Norwegian confectioner improves safety and efficiency
Automatic bulk bag discharger saves on labor costs while overcoming horizontal and vertical space constraints.
Norway’s leading supplier of candy, Nidar AS, manufactures 150 products under 35 brands on 10 production lines. Built in 1950, the company’s plant has been periodically updated with newer bulk handling equipment to improve productivity and working conditions. The five-level plant has been extended six times to accommodate growth in production, but due to the building’s design, the space presents challenges for the company. “As with most old buildings, the original layout has not always been optimal for modern production,” explains Tor Ove Kvingedal, one of Nidar’s three maintenance engineers.
Tight places make gravity feeding of materials impossible in some sections of the plant. In these areas, bulk materials are transferred using bulk bag dischargers, flexible screw conveyors, rigid augers and pneumatic conveyors. These pieces of equipment not only reduce manual labor and contain dust, they also fit in the allotted space.
Ingredients such as milk powder, sugar and starch arrive in 1.2-ton bulk bags. A number of bulk bag discharge stations are dedicated to unloading them, including six supplied by Flexicon Ltd. The newest bulk bag discharger is a twin half-frame unit that handles two types of starch in a small space on the plant’s fourth floor. Previously, operators carried 55-lb. bags of starch from the third to the fourth floor where it was dumped into two large vessels, each holding 440 to 660 lb. Thirty-two bags were handled manually each eight-hour day.
“The operators were climbing stairs numerous times every day to keep the vessels filled,” says Kvingedal. He adds unloading the bags of starch by hand was hard work and dusty too. “Starch dust is not harmful, but it can be very sticky.”
The starch powder flowed by gravity from two large vessels through a pair of knife gate valves and 6-in. diameter steel chutes. The large vessels could not be replaced with two separate bulk bag dischargers because the distance between the discharger outlets would have exceeded the distance between the existing chutes. Also, the ceiling is less than 15-ft. high, which does not provide enough headroom above the units to use a forklift for loading and removing bulk bags.
To surmount both problems, a Flexicon Bulk-Out BFH-C-X 4-ft. high, twin half-frame bulk bag discharger was installed. The unit discharges through two outlets spaced closely enough to avoid relocating the knife gate valves and chutes, while the low profile design allows suspension of bulk bags from a hoist, saving 4 in. of headroom. The discharger holds two bulk bags side-by-side that provide enough starch to keep the line running for two or more days.

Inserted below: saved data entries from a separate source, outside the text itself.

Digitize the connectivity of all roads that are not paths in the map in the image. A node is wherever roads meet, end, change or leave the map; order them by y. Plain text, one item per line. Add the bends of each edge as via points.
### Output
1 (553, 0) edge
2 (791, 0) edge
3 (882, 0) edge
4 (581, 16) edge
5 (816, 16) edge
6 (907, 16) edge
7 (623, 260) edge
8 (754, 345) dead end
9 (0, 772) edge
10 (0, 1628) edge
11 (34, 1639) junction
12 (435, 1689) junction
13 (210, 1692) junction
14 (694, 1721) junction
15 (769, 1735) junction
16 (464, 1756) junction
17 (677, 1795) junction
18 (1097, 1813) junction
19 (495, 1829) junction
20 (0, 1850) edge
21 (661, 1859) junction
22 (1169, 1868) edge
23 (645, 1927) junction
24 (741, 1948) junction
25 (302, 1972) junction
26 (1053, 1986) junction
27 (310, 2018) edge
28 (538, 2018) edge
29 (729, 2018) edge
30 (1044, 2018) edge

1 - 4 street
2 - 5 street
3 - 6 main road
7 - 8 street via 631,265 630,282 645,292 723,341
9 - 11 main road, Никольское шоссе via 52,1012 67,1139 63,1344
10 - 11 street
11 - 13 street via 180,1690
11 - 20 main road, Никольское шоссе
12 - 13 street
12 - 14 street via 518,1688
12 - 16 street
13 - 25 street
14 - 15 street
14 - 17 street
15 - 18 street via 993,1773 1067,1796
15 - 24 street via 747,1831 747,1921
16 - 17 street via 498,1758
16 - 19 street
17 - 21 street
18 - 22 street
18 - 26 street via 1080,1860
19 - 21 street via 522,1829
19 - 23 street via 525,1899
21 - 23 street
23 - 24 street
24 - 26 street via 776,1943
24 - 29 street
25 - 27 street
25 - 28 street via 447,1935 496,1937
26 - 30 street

Removing the original tanks and installing the twin half-frame discharger above the chutes was straightforward, says Kvingedal. Only a compressed air supply is required to power the unit.
“We installed the discharger in two days,” he remembers. “A local company provided the hoist. It was critical to have the equipment installed quickly, because starch is a key ingredient on this production line.”
Once a bag is hoisted into position, an operator pulls the bag spout over a clamp ring to create a secure, dust-tight connection between the clean side of the bag spout and the clean side of a telescoping tube. Nidar considered installing extraction fans, but decided they were unnecessary since the discharger’s bag spout interface contains the dust.
As the bag empties and elongates, the telescoping tube maintains constant downward tension, promoting complete discharge. Additional support of flow through the spout is provided by the bag activators that raise opposite bottom sides of the bag into a steep “V” shape.
After descending through the telescoping tube, the starch passes through the knife gate valve and then through one of the two vertical chutes to a weighing station on the second floor. A horizontally oriented 6.7-in. diameter auger on the third floor can run in either direction, so each discharger can supply either of the two weighing stations that send the signals to open or close the knife gate valves.
“The twin half-frame bulk bag discharger is easy to keep clean using compressed air or a damp rag, and maintenance needs are very low,” says Kvingedal. “It reduces manual effort, contains dust and improves the working environment.”